*** Opening Information supplied ***

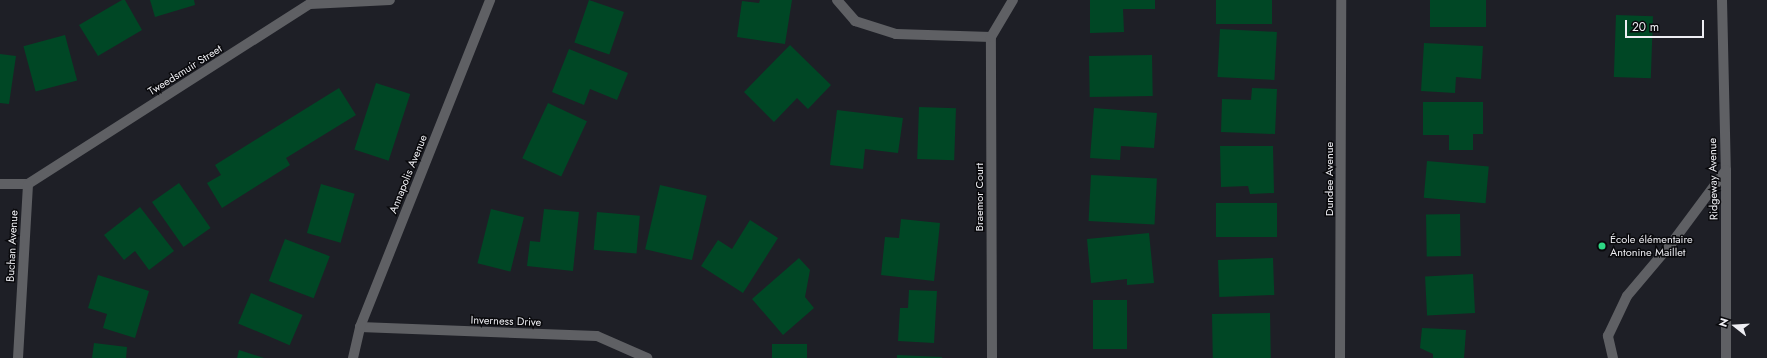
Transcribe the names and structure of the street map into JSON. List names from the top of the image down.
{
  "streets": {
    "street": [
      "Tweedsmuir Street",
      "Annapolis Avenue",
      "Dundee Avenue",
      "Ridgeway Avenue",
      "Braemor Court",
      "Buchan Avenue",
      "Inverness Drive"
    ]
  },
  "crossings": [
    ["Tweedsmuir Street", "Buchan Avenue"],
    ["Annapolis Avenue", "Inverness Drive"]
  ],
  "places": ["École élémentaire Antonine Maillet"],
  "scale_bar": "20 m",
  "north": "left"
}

*** Closing Information supplied ***

Task directions
Repeat the preceding records precisely, and leave every picture out of the copy.

Written reply
Transcribe the names and structure of the street map into JSON. List names from the top of the image down.
{
  "streets": {
    "street": [
      "Tweedsmuir Street",
      "Annapolis Avenue",
      "Dundee Avenue",
      "Ridgeway Avenue",
      "Braemor Court",
      "Buchan Avenue",
      "Inverness Drive"
    ]
  },
  "crossings": [
    ["Tweedsmuir Street", "Buchan Avenue"],
    ["Annapolis Avenue", "Inverness Drive"]
  ],
  "places": ["École élémentaire Antonine Maillet"],
  "scale_bar": "20 m",
  "north": "left"
}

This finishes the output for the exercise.